While the House is consumed by the failure to pass the bailout bill, several senators on the Judiciary Committee have had a chance to respond to the DOJ report on the U.S. attorney firings, released this morning. Here's a rundown on what some of them have said:
Judiciary chair Pat Leahy (D-VT) said in a statement: "This report might have told us even more if the investigation had not been impeded by the Bush administration's refusal to cooperate and provide documents and witnesses, just as they remain in contempt of Congress for failing to cooperate with the Judiciary Committee's investigation," Leahy said. "In this debacle as in others, the Bush administration's self-serving secrecy has shrouded many of their most controversial policies -- from torture, to investigating the causes of 9/11, to wiretapping."

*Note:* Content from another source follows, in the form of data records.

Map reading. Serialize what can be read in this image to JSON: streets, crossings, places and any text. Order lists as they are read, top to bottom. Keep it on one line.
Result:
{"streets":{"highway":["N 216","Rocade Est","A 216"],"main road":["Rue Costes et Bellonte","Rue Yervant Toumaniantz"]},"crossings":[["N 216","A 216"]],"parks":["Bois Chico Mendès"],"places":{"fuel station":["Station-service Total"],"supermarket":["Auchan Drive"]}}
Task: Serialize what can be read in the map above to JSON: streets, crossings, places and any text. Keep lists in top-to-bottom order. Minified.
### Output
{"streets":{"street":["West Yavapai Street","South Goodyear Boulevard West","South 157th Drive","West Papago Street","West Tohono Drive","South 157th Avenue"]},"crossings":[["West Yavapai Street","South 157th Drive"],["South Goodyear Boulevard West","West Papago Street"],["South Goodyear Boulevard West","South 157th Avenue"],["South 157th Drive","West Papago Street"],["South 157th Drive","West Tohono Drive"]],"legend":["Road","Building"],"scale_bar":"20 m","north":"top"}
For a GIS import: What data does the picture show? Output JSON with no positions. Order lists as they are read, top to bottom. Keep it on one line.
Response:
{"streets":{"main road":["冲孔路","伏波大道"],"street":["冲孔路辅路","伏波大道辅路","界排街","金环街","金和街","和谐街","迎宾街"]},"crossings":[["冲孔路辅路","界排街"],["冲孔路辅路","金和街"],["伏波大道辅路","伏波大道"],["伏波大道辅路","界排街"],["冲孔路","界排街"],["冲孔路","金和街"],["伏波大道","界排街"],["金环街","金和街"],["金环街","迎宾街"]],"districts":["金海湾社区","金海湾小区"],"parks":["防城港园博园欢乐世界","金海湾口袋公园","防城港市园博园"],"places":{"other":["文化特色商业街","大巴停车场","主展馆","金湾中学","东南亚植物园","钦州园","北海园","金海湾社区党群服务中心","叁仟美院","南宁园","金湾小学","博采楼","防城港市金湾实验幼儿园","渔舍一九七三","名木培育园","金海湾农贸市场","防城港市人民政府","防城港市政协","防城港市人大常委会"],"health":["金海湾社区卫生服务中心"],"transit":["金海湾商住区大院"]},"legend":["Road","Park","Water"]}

Leahy also said he intended to look into former Attorney General Alberto Gonzales' testimony to Congress about the firings, for evidence of possible perjury. And he warned that if President Bush chose to pardon anyone ultimately convicted of a crime in connection with the firings, such a move would be seen by the nation as an admission of wrongdoing.
Sen. Arlen Specter (R-PA), the ranking minority member on the committee told reporters that there's no indication that the White House is planning such pardons, but said he'd be quick to push back if it did.
At a press conference, Sen. Sheldon Whitehouse (D-R.I.), a former U.S. attorney himself, questioned the effectiveness of the investigation to be led by federal prosecutor Nora Dannehy. He said that it's unclear whether Dannehy will have the power to subpoena White House officials, and whether her probe would focus narrowly on the question of whether a crime was committed by Gonzales and his deputies, rather than being able to look at a possible cover-up by the administration. Whitehouse asserted: "There is a cover-up, and it continues."
Whitehouse also singled out Mukasey for blame, noting that the DOJ's own Office of Legal Counsel has not cooperated with the report. "If he's willing to accept a White House cover-up, if he's willing to accept the inspector general being hindered, then we, I think, should have further questions of the attorney general," Whitehouse said.
Sen. Diane Feinstein (D-CA) , who received an anonymous tip in January 2007 that led to the investigation, wrote in a press release: "The Inspector General report released today confirms our worst fears, and makes it clear that this was a scandal that went to the highest levels of the Department of the Justice, and that the role of the White House was in fact prominent."